The city of Porterville feels it is owed approximately $700,000 that it claims has been wrongfully charged by the county since the 2005-06 fiscal year. The court ruling affects all counties and cities in the state.
The dispute stems from a November state Supreme Court decision that found counties overcharged cities for property tax administration.
“The court basically said you’ve been doing this wrong since you started it,” said Porterville City Manager John Lollis of the ruling.
Lollis explained that in 2005-06 when then Gov. Arnold Schwarzenegger and the Legislature came up with one of its clever budget solutions — called the triple flip — the state gave counties the authority to charge cities for collecting property taxes. The counties took that to mean they could charge cities to not only collect the taxes, but charge them again when the taxes were then distributed to the cities.
The action by the counties led to several lawsuits. In the LA suit, cities in Los Angeles County sued for money they felt they were being overcharged. A similar suit was filed in Stanislaus County and in Tulare County.
Lollis said the Los Angeles cities lost in Superior Court, but won in the appellate court and that was upheld unanimously by the state Supreme Court.

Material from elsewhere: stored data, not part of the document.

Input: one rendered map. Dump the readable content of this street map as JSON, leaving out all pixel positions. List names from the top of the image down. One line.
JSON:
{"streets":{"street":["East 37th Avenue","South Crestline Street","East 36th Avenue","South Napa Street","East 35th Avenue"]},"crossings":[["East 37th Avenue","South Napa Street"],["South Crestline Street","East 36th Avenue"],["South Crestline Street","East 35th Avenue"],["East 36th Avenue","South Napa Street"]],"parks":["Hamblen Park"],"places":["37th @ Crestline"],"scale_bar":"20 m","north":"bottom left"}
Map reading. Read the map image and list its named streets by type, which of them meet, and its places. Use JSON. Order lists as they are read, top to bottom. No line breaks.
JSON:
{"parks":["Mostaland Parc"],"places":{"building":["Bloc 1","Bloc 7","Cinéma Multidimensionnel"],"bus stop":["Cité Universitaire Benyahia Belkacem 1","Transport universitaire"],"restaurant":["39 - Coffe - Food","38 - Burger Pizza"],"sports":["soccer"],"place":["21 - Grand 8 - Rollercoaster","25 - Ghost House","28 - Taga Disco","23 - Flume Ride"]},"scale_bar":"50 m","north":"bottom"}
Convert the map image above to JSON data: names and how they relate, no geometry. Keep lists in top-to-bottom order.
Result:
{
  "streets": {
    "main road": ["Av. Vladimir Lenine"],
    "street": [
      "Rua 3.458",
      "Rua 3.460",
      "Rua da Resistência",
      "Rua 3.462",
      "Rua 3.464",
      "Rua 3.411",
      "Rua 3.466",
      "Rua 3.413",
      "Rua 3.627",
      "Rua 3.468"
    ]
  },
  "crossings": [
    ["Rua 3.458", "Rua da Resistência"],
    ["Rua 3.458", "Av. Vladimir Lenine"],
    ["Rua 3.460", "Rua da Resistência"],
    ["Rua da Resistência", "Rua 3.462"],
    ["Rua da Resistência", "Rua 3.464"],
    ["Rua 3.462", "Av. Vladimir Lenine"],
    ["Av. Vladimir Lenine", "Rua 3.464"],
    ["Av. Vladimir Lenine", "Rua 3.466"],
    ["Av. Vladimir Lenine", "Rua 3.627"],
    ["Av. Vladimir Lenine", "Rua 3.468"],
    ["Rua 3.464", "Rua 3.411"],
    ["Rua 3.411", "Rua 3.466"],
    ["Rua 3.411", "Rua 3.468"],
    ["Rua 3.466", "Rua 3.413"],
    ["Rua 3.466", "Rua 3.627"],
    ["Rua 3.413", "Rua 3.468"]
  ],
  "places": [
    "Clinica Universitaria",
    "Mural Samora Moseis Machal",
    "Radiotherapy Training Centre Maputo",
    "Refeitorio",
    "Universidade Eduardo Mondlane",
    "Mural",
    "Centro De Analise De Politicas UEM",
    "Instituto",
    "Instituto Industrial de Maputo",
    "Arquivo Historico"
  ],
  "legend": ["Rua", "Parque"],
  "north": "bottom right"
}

Los Angeles County asked for a new hearing, but Tulare County Chief Administrative Officer Jean Rousseau said that request has been denied.
“That’s final,” said Rousseau of the ruling, adding, “We are researching the issue internally and working on how we’re going to handle it.”
The CAO said the county has already met with a couple of cities, including Visalia.
Lollis said Tulare County could owe as much as $5 million in all to the eight incorporated cities, but how far back the county owes money and if any interest is applied has to be negotiated. Rousseau said while the court ruled against the counties, it did not set a standard as to how the money has to be repaid.
“We have reduced the fee back to where it was before the triple flip (2005-06),” said Rousseau. “That will definitely help cities this year,” he added.
He said the county has placed some money in trust, but so far has not paid anything.
“We will try to come to a general conclusion for all cities,” he said.
In Stanislaus County, the tab is as much as $2.4 million just to the city of Modesto. In Los Angeles, officials said it could be tens of millions of dollars paid to 47 cities.